BEGIN

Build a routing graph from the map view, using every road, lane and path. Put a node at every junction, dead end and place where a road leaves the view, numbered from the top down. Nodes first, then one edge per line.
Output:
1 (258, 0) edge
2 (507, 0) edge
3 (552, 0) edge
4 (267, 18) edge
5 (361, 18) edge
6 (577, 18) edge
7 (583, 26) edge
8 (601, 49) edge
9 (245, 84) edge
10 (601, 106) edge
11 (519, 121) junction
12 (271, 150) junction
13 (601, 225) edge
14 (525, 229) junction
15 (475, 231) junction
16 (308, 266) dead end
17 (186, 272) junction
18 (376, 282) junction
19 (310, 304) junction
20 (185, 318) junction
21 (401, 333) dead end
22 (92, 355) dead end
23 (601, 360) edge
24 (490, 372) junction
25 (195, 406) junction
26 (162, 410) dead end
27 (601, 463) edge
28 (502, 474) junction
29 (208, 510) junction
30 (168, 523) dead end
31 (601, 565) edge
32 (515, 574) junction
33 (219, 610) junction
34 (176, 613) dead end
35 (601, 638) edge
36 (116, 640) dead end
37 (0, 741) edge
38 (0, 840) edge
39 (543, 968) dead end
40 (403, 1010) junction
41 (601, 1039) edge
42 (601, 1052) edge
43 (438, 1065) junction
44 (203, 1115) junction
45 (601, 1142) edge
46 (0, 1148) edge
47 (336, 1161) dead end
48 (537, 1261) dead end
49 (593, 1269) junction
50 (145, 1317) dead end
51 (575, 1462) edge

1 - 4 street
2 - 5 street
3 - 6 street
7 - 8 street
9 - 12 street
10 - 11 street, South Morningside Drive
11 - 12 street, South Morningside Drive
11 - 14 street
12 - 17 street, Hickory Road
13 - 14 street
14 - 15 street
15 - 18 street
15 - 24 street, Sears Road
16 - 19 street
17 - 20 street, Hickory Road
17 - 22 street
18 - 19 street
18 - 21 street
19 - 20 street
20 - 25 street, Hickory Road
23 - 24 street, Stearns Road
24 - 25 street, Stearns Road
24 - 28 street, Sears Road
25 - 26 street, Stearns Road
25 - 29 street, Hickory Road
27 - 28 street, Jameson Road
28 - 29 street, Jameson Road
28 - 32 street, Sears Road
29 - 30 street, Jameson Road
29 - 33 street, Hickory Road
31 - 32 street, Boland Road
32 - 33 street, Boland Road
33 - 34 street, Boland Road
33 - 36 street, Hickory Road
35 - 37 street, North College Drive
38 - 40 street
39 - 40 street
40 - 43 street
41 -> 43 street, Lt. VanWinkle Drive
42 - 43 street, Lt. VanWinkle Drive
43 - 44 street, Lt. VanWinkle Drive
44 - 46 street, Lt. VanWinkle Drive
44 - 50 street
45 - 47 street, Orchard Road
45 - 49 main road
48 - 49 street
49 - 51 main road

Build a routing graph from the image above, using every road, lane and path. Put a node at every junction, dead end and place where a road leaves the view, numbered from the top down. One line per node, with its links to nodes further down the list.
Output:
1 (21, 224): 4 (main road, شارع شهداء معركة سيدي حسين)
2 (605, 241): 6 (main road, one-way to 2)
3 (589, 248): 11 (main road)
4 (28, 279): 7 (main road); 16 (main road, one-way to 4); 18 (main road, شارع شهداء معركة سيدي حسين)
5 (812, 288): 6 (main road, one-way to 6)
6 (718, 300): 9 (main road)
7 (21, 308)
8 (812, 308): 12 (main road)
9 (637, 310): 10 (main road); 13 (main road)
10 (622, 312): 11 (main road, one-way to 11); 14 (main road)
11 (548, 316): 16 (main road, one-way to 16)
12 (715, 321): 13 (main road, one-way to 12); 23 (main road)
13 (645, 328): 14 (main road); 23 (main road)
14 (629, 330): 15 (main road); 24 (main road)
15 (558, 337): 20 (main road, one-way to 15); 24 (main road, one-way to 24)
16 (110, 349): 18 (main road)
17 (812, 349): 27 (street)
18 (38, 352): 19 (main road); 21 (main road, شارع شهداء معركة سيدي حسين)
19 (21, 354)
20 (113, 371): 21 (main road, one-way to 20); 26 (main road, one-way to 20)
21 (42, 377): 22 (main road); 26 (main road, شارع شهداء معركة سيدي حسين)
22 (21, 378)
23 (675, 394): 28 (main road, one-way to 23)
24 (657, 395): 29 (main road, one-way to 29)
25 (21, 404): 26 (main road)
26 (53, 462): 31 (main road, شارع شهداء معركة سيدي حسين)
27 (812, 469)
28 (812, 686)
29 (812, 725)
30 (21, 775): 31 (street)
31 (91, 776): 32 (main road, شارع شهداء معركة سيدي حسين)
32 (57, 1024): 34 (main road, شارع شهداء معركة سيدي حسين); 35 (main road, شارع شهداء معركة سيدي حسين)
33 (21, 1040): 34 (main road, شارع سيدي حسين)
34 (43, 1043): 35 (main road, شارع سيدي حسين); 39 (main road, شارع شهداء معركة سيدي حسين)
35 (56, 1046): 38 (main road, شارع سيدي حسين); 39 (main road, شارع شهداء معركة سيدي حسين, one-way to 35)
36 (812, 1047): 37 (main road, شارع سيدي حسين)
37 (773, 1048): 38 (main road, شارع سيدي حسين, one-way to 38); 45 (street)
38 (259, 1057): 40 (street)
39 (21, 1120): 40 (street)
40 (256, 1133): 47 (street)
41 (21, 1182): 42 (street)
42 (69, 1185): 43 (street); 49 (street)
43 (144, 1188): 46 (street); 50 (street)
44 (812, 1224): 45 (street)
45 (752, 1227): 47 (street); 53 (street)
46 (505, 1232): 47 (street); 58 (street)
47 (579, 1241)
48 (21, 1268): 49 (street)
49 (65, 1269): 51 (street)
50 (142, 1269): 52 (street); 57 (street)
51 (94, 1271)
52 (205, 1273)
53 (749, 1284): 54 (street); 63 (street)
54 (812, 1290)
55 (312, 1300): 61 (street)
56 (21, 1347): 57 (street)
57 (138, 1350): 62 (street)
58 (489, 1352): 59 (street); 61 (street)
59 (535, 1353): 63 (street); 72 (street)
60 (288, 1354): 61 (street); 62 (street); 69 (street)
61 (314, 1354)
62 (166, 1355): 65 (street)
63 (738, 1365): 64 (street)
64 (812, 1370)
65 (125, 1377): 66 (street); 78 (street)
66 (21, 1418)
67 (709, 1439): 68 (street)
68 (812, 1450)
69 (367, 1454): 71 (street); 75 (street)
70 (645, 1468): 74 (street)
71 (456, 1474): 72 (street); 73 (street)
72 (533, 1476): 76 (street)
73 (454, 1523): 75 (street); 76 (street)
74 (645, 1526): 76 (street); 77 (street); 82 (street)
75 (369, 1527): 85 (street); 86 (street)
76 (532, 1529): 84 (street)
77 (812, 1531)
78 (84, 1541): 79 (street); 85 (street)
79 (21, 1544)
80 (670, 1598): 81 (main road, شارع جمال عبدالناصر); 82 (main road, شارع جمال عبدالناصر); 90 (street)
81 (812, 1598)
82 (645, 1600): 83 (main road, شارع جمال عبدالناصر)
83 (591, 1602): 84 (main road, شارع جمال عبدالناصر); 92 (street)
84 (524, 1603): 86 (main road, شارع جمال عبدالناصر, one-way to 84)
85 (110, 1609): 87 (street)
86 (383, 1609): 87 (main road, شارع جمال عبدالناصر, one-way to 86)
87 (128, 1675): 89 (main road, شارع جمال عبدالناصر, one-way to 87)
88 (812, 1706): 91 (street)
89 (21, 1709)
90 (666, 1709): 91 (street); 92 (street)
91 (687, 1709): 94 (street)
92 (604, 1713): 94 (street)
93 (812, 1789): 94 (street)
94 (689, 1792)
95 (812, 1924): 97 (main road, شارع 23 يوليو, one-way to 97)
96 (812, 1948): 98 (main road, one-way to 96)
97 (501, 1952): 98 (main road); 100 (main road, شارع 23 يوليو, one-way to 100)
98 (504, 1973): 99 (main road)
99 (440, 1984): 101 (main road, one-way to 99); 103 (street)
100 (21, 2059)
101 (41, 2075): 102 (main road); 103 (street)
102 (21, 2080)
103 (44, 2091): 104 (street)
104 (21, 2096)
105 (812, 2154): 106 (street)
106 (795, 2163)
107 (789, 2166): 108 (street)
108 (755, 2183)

END

# [WHAT YOU HAVE TO DO]
Pull out all lines from the entries above that include the word "Morningside".

# [SOLUTION FOR THIS PROBLEM]
10 - 11 street, South Morningside Drive
11 - 12 street, South Morningside Drive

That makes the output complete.